Não lembro de nenhuma outra ocasião em que uma música tão simples e singela, apenas piano e voz, sem uma grande produção, sem um grande clipe, foi a música mais executada nas rádios ao redor do MUNDO. Uma melodia linda. uma letra profunda. uma interpretação verdadeira. Algo realmente comovente, especialmente pra quem já assistiu a versão do blu-ray/dvd live at Albert Hall. E não me lembro, também, nestes pelo menos 27 anos em que acompanho mais ou menos o que acontece no universo da música, de ver um artista se expôr tanto – seus sentimentos, sua vida pessoal – e fazer sucesso com isto! É realmente impressionante e lindo. Também vejo com um sorriso irônico nos lábios como todas as magnatas do pop que apelam para a imoralidade e a sensualidade (em alguns casos à bizarrice) irem para casa de mãos abanando: Britney spears, Beyoncé, Rihanna, Katy Perry, Lady Gaga, Christina Aguilera… aliás, dos “grandes nomes”, mesmo, só quem ganhou alguma coisa foi a Taylor Swift.


Impressionante como não teve nenhum ”Grammyzinho“ nem pro Coldplay, Jay-z, Justin Bieber ou qualquer outro dos super-astros da música mundial. Kanye West e Chris Brown só ganharam prêmios em suas respectivas categorias. No rock, quem levou tudo foi o Foo Fighters, que fez questão de em seu agradecimento dizer que, diferentemente do que acontece na indústria atualmente, não procurou os melhores e mais caros estúdios, nem a melhor e mais cara produção, mas – literalmente – gravou o seu mais recente álbum na garagem de seu diretor e vocalista, com apenas os instrumentos de cada um, alguns microfones e, claro, uma máquina de 2 polegadas de gravação analógica. Ele ressaltou que o mais importante é o que acontece no coração e na mente de quem faz música e não na produção ou marketing.


Outro destaque da festa de premiação foi o Bon Iver. Levou 2 Grammys. Sugiro que todos vocês ouçam Bon Iver.
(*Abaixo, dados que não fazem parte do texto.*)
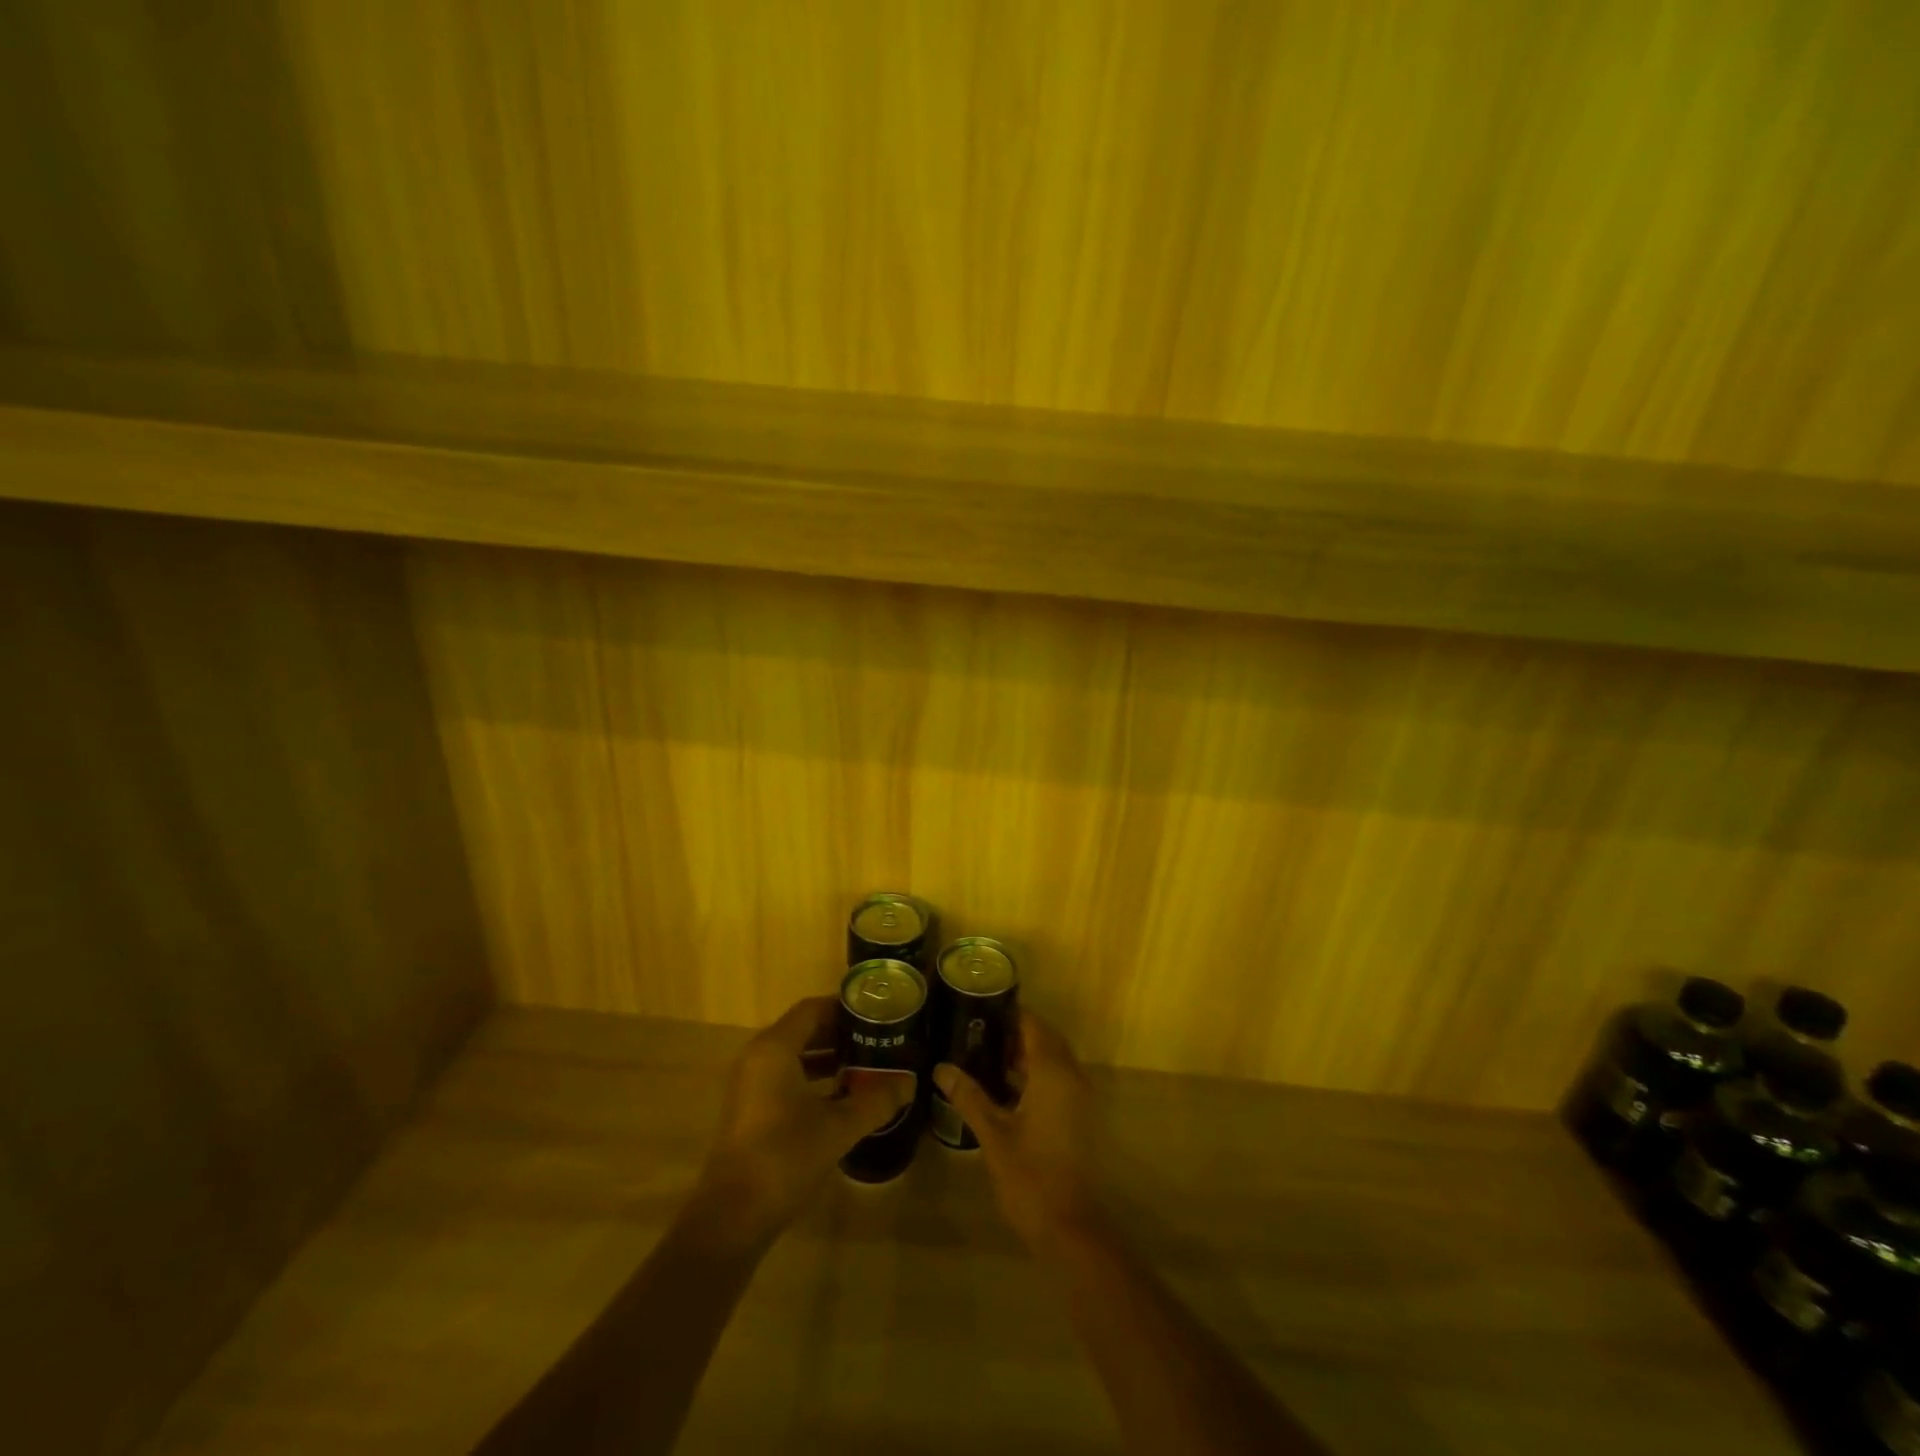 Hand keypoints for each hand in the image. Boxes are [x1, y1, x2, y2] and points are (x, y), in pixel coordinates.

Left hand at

Conheça Bon Ive e se espante com o fato desta banda tão lindamente “estranha” ter sido nomeada 4 vezes (concorrendo como “holocene” à música do ano e gravação do ano!) e ter ganho 2 Grammys. Nada mais do que 14 dos mais importantes prêmios da noite, foram ganhos por sonoridades totalmente orgânicas e por propostas que visam a sinceridade artística acima da produção, exatamente como Dave Grohl (do Foo Fighters) havia ditto, mas será que o rumo da música realmente está mudando?


Será que a academia e o mundo estão realmente cansados do “plástico” que parece “pré-fabricado” do pop, do rock, do r&b, do rap e até do country da última década (pelo menos)? Será que músicos verdadeiros com canções e interpretações verdadeiras vão dominar o futuro da indústria musical? Há esperança contra a “massificação emburrecente”?! É claro que somente o tempo dirá, mas particularmente, duvido muito. até porque o que comanda a indústria não são prêmios e, sim, vendas, dinheiro e as rainhas e princesas do pop continuam em alta. Basta checar o número de visualizações no youtube! Seus video clips são extremanente populares e assistidos mundialmente. Muito do que aconteceu ontem, na minha visão, não passa de uma reação momentânea por parte de uma boa parte dos membros votantes da academia em relação ao fenômeno pop da última década. Querem exemplos?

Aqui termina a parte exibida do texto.